Stored data
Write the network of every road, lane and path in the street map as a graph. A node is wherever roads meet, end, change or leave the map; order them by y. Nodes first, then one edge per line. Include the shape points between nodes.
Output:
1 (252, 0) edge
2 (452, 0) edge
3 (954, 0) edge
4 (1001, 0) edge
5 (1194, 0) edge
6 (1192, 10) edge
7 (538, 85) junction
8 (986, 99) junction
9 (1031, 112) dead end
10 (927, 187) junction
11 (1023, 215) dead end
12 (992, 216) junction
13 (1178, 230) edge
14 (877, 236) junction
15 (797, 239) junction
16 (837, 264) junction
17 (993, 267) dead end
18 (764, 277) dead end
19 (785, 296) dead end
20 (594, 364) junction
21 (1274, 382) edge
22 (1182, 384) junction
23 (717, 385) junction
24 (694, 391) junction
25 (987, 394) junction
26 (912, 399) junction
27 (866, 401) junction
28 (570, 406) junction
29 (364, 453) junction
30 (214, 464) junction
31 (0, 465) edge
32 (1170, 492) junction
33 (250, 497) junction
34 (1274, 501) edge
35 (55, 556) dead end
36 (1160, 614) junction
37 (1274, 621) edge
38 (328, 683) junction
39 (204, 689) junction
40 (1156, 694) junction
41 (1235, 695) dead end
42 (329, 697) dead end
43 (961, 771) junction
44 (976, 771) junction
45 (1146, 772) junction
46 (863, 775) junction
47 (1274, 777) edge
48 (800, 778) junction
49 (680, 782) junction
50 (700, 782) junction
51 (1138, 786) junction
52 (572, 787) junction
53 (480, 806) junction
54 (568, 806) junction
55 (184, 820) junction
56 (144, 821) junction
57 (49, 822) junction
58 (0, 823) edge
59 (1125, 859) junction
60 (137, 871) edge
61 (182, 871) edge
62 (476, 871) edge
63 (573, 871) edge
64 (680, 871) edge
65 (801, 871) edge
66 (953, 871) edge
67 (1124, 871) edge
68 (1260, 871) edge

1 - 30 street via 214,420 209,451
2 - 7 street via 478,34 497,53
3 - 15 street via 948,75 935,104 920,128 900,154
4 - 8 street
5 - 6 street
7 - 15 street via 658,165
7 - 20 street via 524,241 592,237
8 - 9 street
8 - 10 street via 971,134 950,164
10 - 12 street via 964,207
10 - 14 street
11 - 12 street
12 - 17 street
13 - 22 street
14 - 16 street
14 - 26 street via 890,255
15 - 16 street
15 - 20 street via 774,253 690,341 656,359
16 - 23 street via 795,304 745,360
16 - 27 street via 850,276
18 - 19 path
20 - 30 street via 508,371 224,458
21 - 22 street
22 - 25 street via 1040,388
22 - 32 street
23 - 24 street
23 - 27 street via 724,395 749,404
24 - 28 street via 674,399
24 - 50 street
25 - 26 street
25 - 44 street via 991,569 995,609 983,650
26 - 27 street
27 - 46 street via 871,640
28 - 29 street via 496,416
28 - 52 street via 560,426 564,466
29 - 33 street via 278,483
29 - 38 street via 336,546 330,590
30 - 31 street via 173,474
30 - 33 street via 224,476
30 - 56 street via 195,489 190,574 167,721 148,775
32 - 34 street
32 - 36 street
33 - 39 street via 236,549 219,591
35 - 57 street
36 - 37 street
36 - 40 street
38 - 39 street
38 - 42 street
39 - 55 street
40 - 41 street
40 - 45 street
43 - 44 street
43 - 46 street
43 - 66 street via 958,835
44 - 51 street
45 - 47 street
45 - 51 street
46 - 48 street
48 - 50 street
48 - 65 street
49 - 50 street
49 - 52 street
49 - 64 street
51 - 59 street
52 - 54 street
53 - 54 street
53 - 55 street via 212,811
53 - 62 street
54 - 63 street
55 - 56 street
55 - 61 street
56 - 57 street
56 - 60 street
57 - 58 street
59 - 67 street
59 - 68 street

§ Task item:
Copy out, from the data above, each line where the string "dead" is present.

§ Task output:
9 (1031, 112) dead end
11 (1023, 215) dead end
17 (993, 267) dead end
18 (764, 277) dead end
19 (785, 296) dead end
35 (55, 556) dead end
41 (1235, 695) dead end
42 (329, 697) dead end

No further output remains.